### Instructions for the task
Return all the lines below exactly as written. Drop every picture.

Data entries
- - - - -

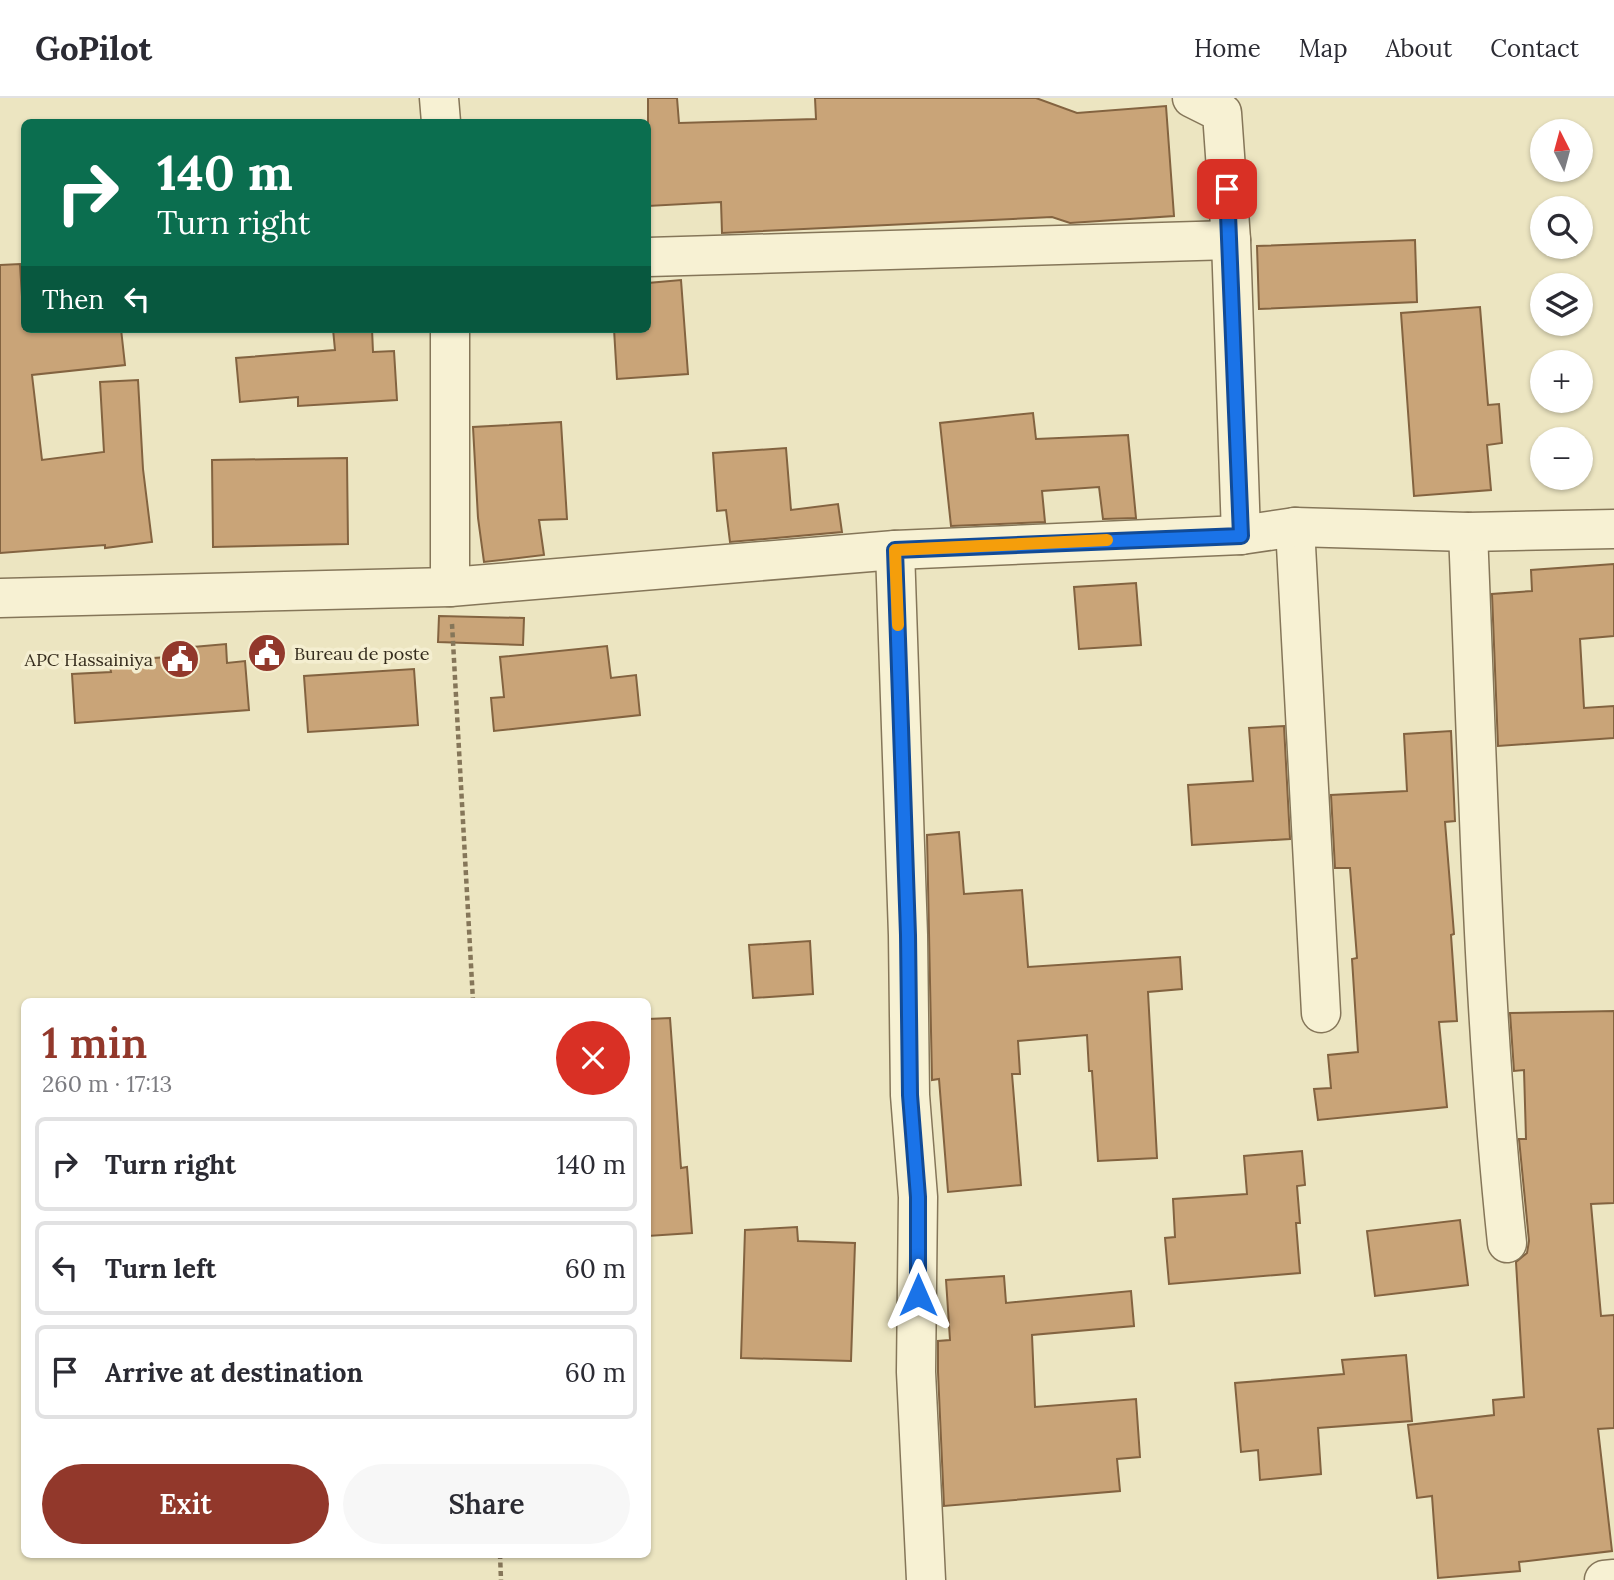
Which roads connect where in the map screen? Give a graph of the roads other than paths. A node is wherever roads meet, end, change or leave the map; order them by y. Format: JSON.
{"nodes":[{"id":1,"x":439,"y":98,"type":"edge"},
{"id":2,"x":1192,"y":98,"type":"edge"},
{"id":3,"x":441,"y":119,"type":"edge"},
{"id":4,"x":1231,"y":240,"type":"junction"},
{"id":5,"x":651,"y":257,"type":"edge"},
{"id":6,"x":450,"y":333,"type":"edge"},
{"id":7,"x":1294,"y":527,"type":"junction"},
{"id":8,"x":1614,"y":530,"type":"edge"},
{"id":9,"x":1468,"y":532,"type":"junction"},
{"id":10,"x":1241,"y":536,"type":"junction"},
{"id":11,"x":895,"y":550,"type":"junction"},
{"id":12,"x":450,"y":587,"type":"junction"},
{"id":13,"x":0,"y":598,"type":"edge"},
{"id":14,"x":1321,"y":1013,"type":"dead end"},
{"id":15,"x":1507,"y":1243,"type":"dead end"},
{"id":16,"x":1614,"y":1579,"type":"edge"},
{"id":17,"x":926,"y":1580,"type":"edge"},
{"id":18,"x":1604,"y":1580,"type":"edge"}],
"edges":[{"from":1,"to":3,"type":"street"},
{"from":2,"to":4,"type":"street"},
{"from":4,"to":5,"type":"street"},
{"from":4,"to":10,"type":"street"},
{"from":6,"to":12,"type":"street"},
{"from":7,"to":9,"type":"street"},
{"from":7,"to":10,"type":"street"},
{"from":7,"to":14,"type":"street"},
{"from":8,"to":9,"type":"street"},
{"from":9,"to":15,"type":"street"},
{"from":10,"to":11,"type":"street"},
{"from":11,"to":12,"type":"street"},
{"from":11,"to":17,"type":"street"},
{"from":12,"to":13,"type":"street"},
{"from":16,"to":18,"type":"street"}]}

- - - - -

### Expected output
Which roads connect where in the map screen? Give a graph of the roads other than paths. A node is wherever roads meet, end, change or leave the map; order them by y. Format: JSON.
{"nodes":[{"id":1,"x":439,"y":98,"type":"edge"},
{"id":2,"x":1192,"y":98,"type":"edge"},
{"id":3,"x":441,"y":119,"type":"edge"},
{"id":4,"x":1231,"y":240,"type":"junction"},
{"id":5,"x":651,"y":257,"type":"edge"},
{"id":6,"x":450,"y":333,"type":"edge"},
{"id":7,"x":1294,"y":527,"type":"junction"},
{"id":8,"x":1614,"y":530,"type":"edge"},
{"id":9,"x":1468,"y":532,"type":"junction"},
{"id":10,"x":1241,"y":536,"type":"junction"},
{"id":11,"x":895,"y":550,"type":"junction"},
{"id":12,"x":450,"y":587,"type":"junction"},
{"id":13,"x":0,"y":598,"type":"edge"},
{"id":14,"x":1321,"y":1013,"type":"dead end"},
{"id":15,"x":1507,"y":1243,"type":"dead end"},
{"id":16,"x":1614,"y":1579,"type":"edge"},
{"id":17,"x":926,"y":1580,"type":"edge"},
{"id":18,"x":1604,"y":1580,"type":"edge"}],
"edges":[{"from":1,"to":3,"type":"street"},
{"from":2,"to":4,"type":"street"},
{"from":4,"to":5,"type":"street"},
{"from":4,"to":10,"type":"street"},
{"from":6,"to":12,"type":"street"},
{"from":7,"to":9,"type":"street"},
{"from":7,"to":10,"type":"street"},
{"from":7,"to":14,"type":"street"},
{"from":8,"to":9,"type":"street"},
{"from":9,"to":15,"type":"street"},
{"from":10,"to":11,"type":"street"},
{"from":11,"to":12,"type":"street"},
{"from":11,"to":17,"type":"street"},
{"from":12,"to":13,"type":"street"},
{"from":16,"to":18,"type":"street"}]}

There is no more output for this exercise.